==== AVAILABLE RECORDS

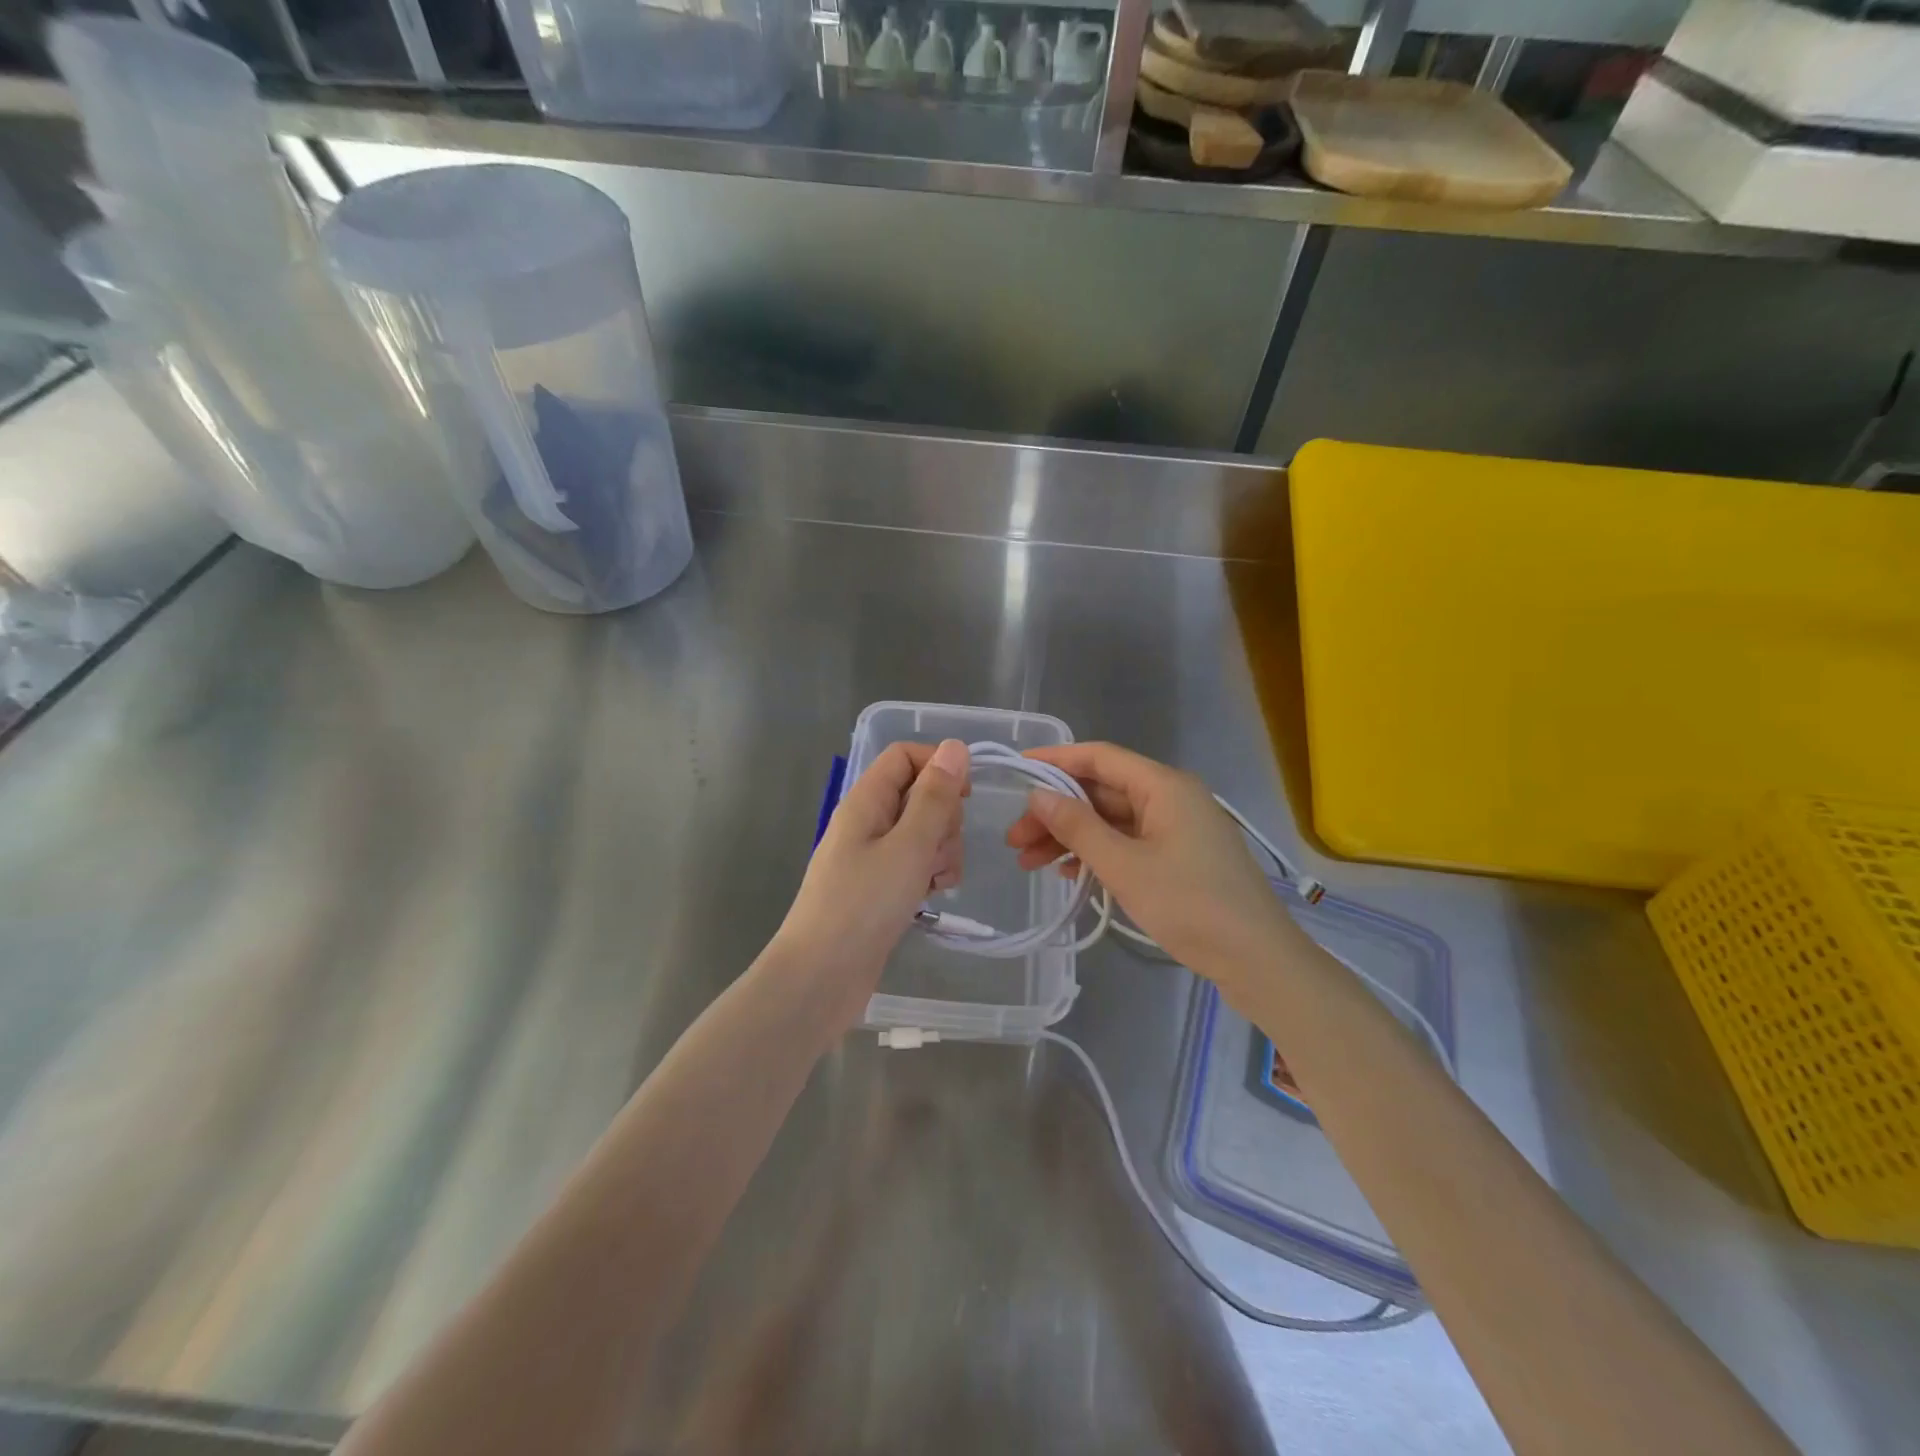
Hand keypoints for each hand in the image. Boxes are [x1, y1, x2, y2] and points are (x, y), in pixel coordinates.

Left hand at [773, 739, 969, 1031]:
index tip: (966, 796)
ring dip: (942, 850)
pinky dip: (931, 874)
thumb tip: (955, 747)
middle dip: (944, 818)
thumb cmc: (863, 905)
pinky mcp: (881, 887)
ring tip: (935, 882)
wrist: (821, 977)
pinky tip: (932, 897)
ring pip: (924, 832)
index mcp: (866, 800)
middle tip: (938, 851)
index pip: (904, 756)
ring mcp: (874, 856)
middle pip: (919, 794)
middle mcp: (868, 821)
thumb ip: (935, 797)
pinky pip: (916, 864)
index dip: (938, 766)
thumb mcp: (909, 846)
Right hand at [1004, 742, 1302, 988]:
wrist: (1257, 960)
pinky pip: (1128, 842)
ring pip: (1111, 820)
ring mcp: (1177, 828)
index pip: (1100, 758)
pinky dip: (1097, 853)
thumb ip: (1078, 827)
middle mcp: (1171, 797)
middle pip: (1102, 792)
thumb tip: (1039, 796)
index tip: (1016, 770)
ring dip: (1071, 837)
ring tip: (1029, 863)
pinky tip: (1069, 874)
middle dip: (1056, 812)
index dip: (1056, 760)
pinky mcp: (1180, 857)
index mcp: (1164, 786)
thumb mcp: (1124, 866)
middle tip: (1015, 840)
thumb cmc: (1190, 905)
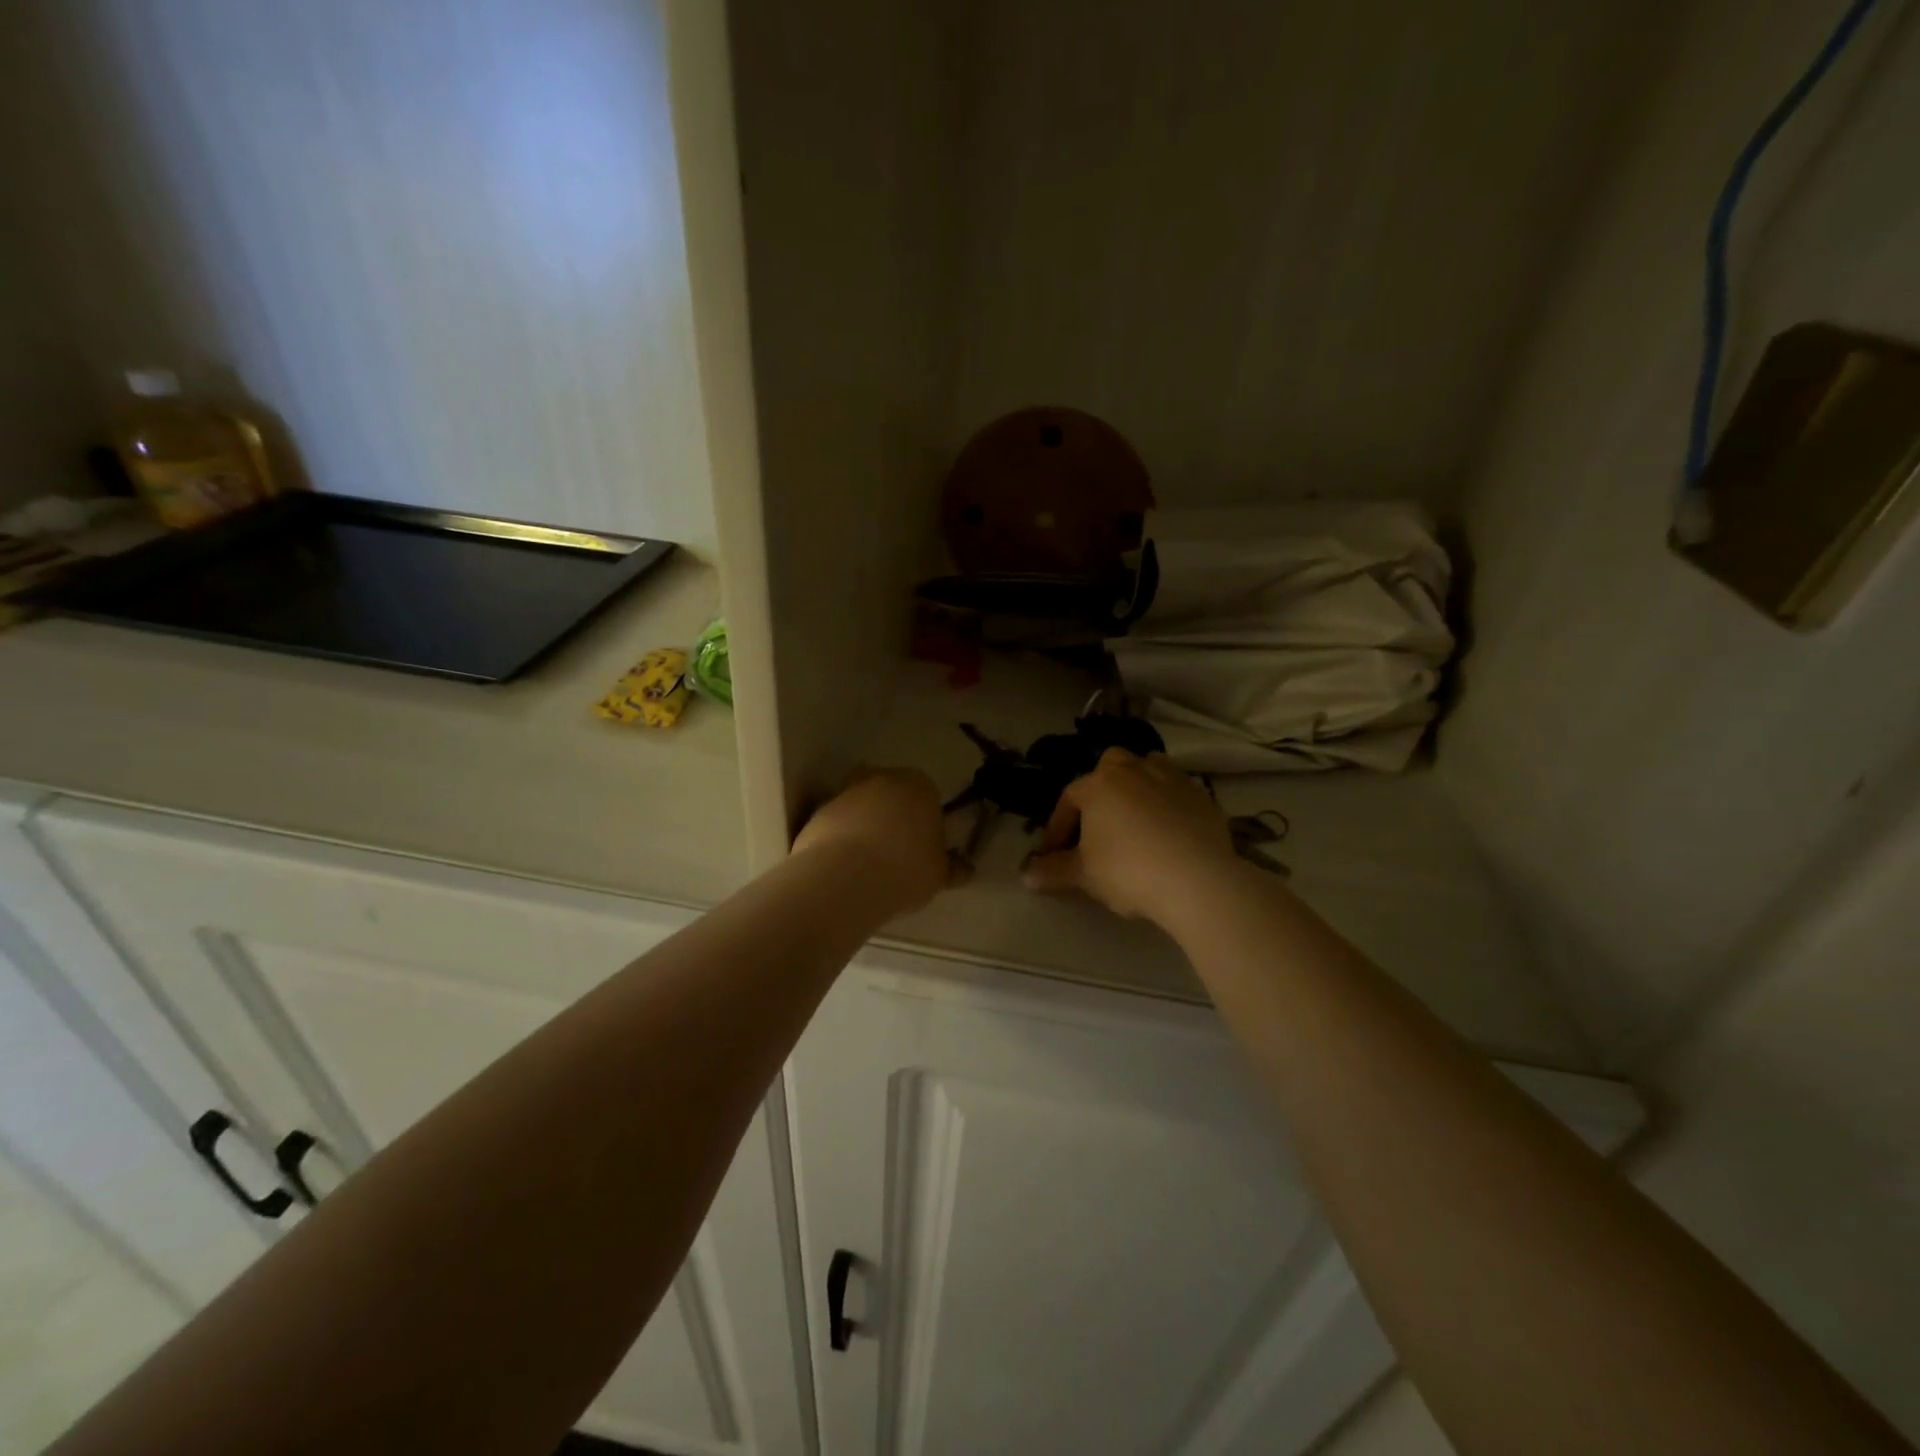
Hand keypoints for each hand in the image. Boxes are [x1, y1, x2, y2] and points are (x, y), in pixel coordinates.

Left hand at [792, 767, 954, 914]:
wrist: (843, 878)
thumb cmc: (905, 870)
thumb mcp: (939, 875)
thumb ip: (953, 868)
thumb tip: (965, 869)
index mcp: (918, 785)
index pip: (928, 794)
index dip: (927, 819)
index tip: (925, 846)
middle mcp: (881, 779)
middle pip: (892, 793)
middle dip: (894, 815)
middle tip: (898, 851)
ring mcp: (845, 793)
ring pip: (862, 806)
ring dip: (866, 825)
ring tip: (869, 863)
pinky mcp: (818, 812)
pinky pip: (838, 823)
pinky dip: (841, 838)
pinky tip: (846, 867)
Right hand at [1024, 749, 1238, 926]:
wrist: (1197, 879)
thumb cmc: (1128, 871)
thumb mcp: (1083, 876)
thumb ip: (1053, 872)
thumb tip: (1027, 875)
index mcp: (1098, 785)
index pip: (1068, 800)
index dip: (1057, 827)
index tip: (1053, 854)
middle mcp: (1132, 770)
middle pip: (1109, 767)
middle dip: (1099, 790)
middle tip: (1096, 824)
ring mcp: (1171, 777)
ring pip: (1146, 768)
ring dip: (1136, 786)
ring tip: (1133, 817)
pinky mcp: (1201, 794)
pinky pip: (1175, 790)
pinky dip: (1167, 803)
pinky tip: (1167, 830)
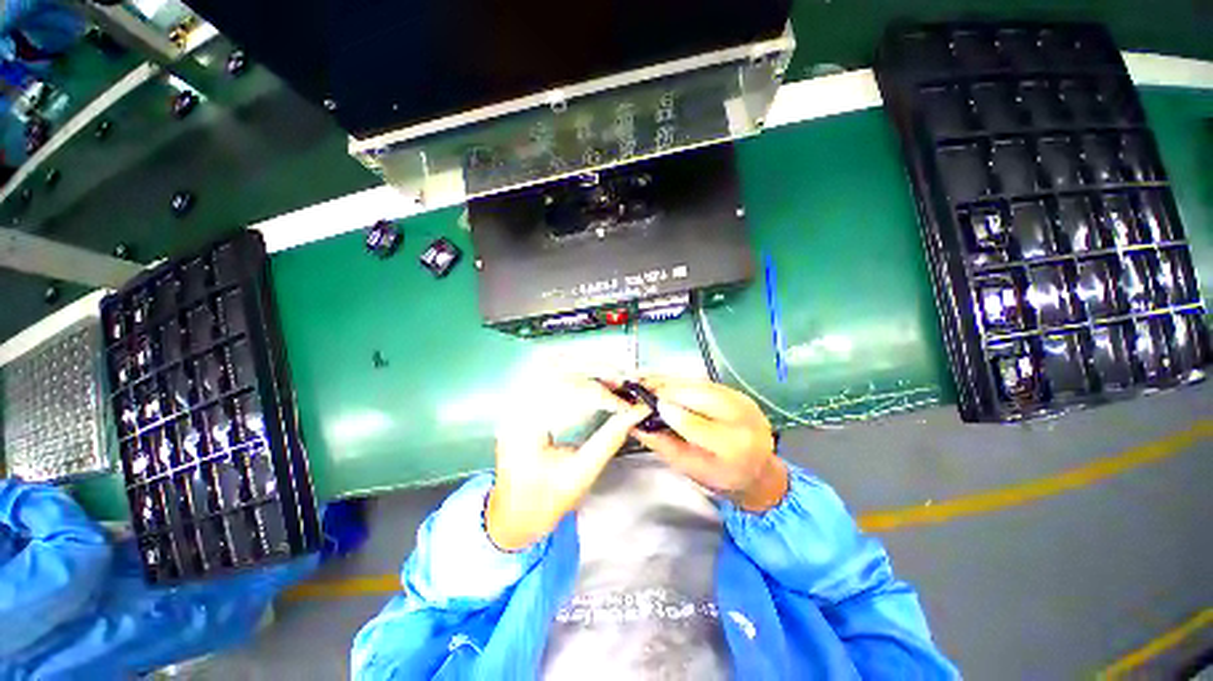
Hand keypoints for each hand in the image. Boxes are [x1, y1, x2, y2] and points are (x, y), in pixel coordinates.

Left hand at [487, 377, 649, 550]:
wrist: (513, 515)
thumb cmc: (543, 502)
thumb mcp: (580, 474)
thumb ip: (609, 440)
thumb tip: (636, 413)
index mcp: (524, 427)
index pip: (564, 393)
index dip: (600, 394)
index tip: (625, 405)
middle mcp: (516, 406)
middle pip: (557, 368)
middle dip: (594, 371)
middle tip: (622, 381)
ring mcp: (518, 401)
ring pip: (552, 365)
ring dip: (585, 367)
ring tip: (612, 377)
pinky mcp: (525, 402)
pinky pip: (550, 374)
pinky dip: (575, 371)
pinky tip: (594, 378)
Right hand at [632, 376, 787, 512]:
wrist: (759, 471)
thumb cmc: (720, 476)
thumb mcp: (689, 468)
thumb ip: (663, 445)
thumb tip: (635, 424)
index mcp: (733, 448)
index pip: (696, 425)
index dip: (671, 412)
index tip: (648, 404)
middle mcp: (743, 419)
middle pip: (700, 396)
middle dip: (668, 389)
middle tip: (642, 385)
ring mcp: (743, 402)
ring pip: (701, 385)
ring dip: (673, 381)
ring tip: (649, 380)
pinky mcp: (738, 392)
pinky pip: (706, 382)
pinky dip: (683, 381)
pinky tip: (666, 381)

========

_YOUR INSTRUCTIONS_: Each line from the first line of the data above through the one containing "ring pip: (1111, 820)" must be set down exactly; the pictures must not be.

_SOLUTION TO THE EXERCISE_:
Hand keypoints for each hand in the image. Boxes are [x1, y1, x2, y2] and points are (x, y), in pixel coordinates.

Left hand at [773, 739, 969, 1031]:
index tip: (966, 796)
ring dip: (942, 850)
pinky dip: (931, 874)
thumb tip: (955, 747)
middle dip: (944, 818)
thumb cmc: (863, 905)
pinky mcp: (881, 887)
ring tip: (935, 882)
wrist: (821, 977)
pinky tip: (932, 897)
ring pip: (924, 832)
index mcp: (866, 800)
middle tip: (938, 851)
index pip: (904, 756)
ring mcp: (874, 856)
middle pip: (919, 794)
middle mcp: (868, 821)
thumb ip: (935, 797)
pinky pip: (916, 864)
index dip: (938, 766)
thumb mcp: (909, 846)
Right hand at [1004, 742, 1302, 988]:
wrist: (1257, 960)
pinky pip: (1128, 842)
ring pip: (1111, 820)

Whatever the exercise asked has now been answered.